Department of Surgery, Colombo South Teaching Hospital, University of Sri Jayewardenepura, Nugegoda, Sri Lanka.
Ann Med Surg (Lond). 2022 Jun 18;79:104018. doi: 10.1016/j.amsu.2022.104018. eCollection 2022 Jul.
The colorectal cancer (CRC) incidence is increasing in low- and middle-income countries (LMICs) as part of an ongoing epidemiological transition.

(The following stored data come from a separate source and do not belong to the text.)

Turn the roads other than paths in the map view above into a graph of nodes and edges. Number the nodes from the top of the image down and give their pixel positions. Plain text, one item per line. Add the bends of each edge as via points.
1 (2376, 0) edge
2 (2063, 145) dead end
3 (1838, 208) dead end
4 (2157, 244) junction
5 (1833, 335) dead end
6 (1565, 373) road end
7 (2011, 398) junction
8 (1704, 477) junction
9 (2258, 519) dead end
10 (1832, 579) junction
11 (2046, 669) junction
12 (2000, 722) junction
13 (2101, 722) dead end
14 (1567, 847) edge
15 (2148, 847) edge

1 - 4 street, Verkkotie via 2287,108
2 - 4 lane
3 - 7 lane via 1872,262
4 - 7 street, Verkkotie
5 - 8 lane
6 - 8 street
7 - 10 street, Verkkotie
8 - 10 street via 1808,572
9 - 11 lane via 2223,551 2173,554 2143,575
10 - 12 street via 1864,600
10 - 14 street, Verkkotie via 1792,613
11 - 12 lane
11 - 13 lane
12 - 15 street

Surgery is the main treatment and surgical services are scaled up to meet the need. This warrants the establishment of frugal systems to measure safety and quality of surgical care that are tailored for low-resource settings. The aim of this study was to test the applicability of the Clavien-Dindo classification (CDC) for measurement of surgical complications in an LMIC setting where medical records are paper-based.
88 patients who underwent CRC resection at Colombo South Teaching Hospital, Sri Lanka, from January 2017 to January 2020 were included. Medical records were retrospectively reviewed for postoperative complications and the severity was graded using the CDC.

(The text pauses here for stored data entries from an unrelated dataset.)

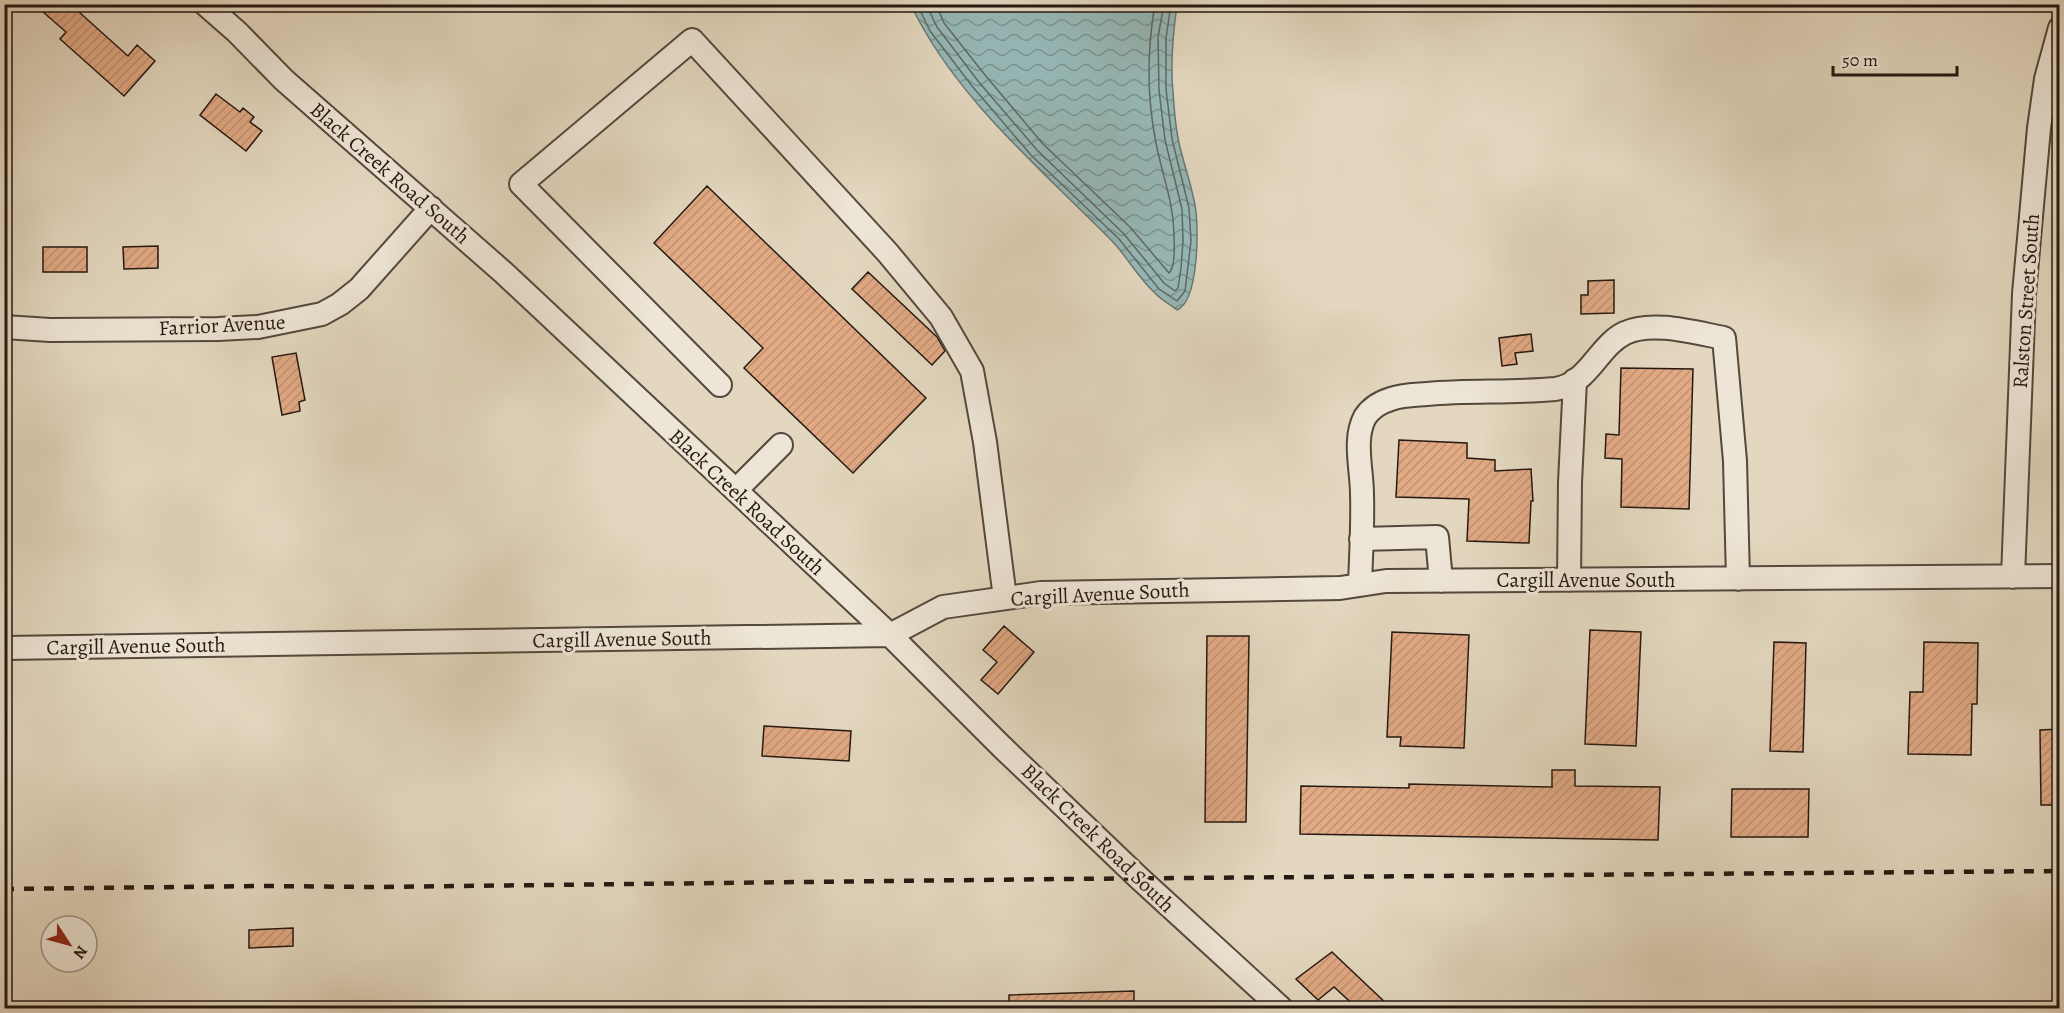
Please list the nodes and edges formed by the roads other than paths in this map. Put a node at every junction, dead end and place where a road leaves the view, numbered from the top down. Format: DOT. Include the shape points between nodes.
graph roads {
  1 [pos="205,4"];
  2 [pos="2060,28"];
  3 [pos="2049,130"];
  4 [pos="431,208"];
  5 [pos="4,327"];
  6 [pos="1575,380"];
  7 [pos="720,385"];
  8 [pos="781,445"];
  9 [pos="736,490"];
  10 [pos="1361,539"];
  11 [pos="2060,576"];
  12 [pos="2013,577"];
  13 [pos="1738,579"];
  14 [pos="1569,580"];
  15 [pos="1441,581"];
  16 [pos="1360,585"];
  17 [pos="1005,598"];
  18 [pos="890,635"];
  19 [pos="4,648"];
  20 [pos="1281,1008"];
  1 -- 4 [label="street, Black Creek Road South" via="284,80"];
  2 -- 3 [label="street, Ralston Street South" via="2046,80"];
  3 -- 12 [label="street, Ralston Street South" via="2024,294"];
  4 -- 5 [label="street, Farrior Avenue" via="359,289 322,314 258,327 218,330"];
  4 -- 9 [label="street, Black Creek Road South"];
  6 -- 10 [label="street" via="1557,388 1397,397 1375,406 1360,430"];
  6 -- 13 [label="street" via="1626,333 1664,327 1724,338 1735,461"];
  6 -- 14 [label="street"];
  7 -- 17 [label="street" via="521,184 692,40 894,260 941,317 972,371"];
  8 -- 9 [label="street"];
  9 -- 18 [label="street, Black Creek Road South"];
  10 -- 15 [label="street" via="1437,537"];
  10 -- 16 [label="street"];
  11 -- 12 [label="street, Cargill Avenue South"];
  12 -- 13 [label="street, Cargill Avenue South"];
  13 -- 14 [label="street, Cargill Avenue South"];
  14 -- 15 [label="street, Cargill Avenue South"];
  15 -- 16 [label="street, Cargill Avenue South"];
  16 -- 17 [label="street, Cargill Avenue South" via="1041,592"];
  17 -- 18 [label="street, Cargill Avenue South" via="943,607"];
  18 -- 19 [label="street, Cargill Avenue South"];
  18 -- 20 [label="street, Black Creek Road South" via="1139,878"];
}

One or more postoperative complications (CDC ≥ grade II) occurred in 45.5% (n = 40) of the patients. The complications were distributed as grade II n = 46, grade III n = 3, grade IV n = 2 and grade V n = 0. The most common complication (22.7%, n = 20) was postoperative anemia treated with blood transfusion. The second most common complication was incisional surgical site infection (11.4%, n = 10).

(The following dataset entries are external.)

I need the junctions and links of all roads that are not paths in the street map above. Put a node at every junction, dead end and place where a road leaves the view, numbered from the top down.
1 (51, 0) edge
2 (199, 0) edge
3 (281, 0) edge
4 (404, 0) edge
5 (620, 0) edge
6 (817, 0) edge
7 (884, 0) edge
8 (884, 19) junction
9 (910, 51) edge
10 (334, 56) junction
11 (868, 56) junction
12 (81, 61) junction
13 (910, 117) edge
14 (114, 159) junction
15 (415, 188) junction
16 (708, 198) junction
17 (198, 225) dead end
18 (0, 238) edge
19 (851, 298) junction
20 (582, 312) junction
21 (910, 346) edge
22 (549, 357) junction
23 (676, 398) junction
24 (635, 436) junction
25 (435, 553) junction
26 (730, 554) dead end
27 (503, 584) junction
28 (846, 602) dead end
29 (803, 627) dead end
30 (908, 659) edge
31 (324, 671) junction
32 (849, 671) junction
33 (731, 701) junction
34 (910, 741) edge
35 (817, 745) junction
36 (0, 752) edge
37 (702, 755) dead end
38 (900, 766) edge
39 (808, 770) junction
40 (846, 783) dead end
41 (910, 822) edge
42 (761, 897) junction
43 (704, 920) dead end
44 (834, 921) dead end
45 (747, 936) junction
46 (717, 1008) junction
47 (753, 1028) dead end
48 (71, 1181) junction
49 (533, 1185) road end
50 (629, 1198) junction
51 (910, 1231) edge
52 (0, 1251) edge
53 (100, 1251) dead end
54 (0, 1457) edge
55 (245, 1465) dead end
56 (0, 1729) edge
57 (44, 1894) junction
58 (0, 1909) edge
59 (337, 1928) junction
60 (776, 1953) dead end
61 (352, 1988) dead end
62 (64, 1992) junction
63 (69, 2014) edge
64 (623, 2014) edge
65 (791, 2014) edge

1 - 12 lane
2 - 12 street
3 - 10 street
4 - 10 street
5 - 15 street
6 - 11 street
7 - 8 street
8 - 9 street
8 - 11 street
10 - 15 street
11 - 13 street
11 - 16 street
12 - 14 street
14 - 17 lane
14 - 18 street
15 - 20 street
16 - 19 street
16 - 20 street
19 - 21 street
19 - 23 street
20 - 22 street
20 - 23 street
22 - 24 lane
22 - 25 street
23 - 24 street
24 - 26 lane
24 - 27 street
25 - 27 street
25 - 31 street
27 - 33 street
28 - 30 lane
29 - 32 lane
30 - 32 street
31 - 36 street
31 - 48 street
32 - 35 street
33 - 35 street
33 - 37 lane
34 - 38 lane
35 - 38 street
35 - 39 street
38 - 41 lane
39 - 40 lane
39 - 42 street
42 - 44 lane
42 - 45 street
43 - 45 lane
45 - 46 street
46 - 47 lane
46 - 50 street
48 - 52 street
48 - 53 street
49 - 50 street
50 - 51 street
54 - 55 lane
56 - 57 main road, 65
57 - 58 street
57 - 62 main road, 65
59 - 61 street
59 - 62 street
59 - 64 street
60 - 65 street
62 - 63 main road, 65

Postoperative outcome could be evaluated by using the CDC in a Sri Lankan facility based on retrospective review of medical records. This suggests that the CDC is a feasible standardized system appropriate for measuring surgical quality also in other LMICs. Identified fields for possible quality improvement at the study site were to limit blood transfusions and minimize treatment with antibiotics.
作为正在进行的流行病学转变的一部分,低收入和中等收入国家(LMICs)的结直肠癌(CRC)发病率正在上升。手术是主要治疗方法,手术服务正在扩大以满足需求。这就需要建立节俭的系统来衡量针对低资源环境量身定制的手术护理的安全性和质量。本研究的目的是测试Clavien-Dindo分类(CDC)在基于纸质病历的LMIC环境中测量手术并发症的适用性。
纳入2017年1月至2020年1月在斯里兰卡科伦坡南部教学医院接受CRC切除手术的88例患者。对病历进行回顾性审查以了解术后并发症,并使用CDC对严重程度进行分级。
45.5%(n = 40)的患者发生了一种或多种术后并发症(CDC≥II级)。并发症分布为II级n = 46,III级n = 3,IV级n = 2,V级n = 0。最常见的并发症(22.7%,n = 20)是术后贫血,通过输血治疗。第二常见的并发症是手术切口部位感染(11.4%,n = 10)。
通过对病历的回顾性审查,在斯里兰卡的一家医疗机构中可以使用CDC评估术后结果。这表明CDC是一个可行的标准化系统,也适用于测量其他LMICs的手术质量。在研究地点确定的可能改进质量的领域是限制输血和尽量减少抗生素治疗。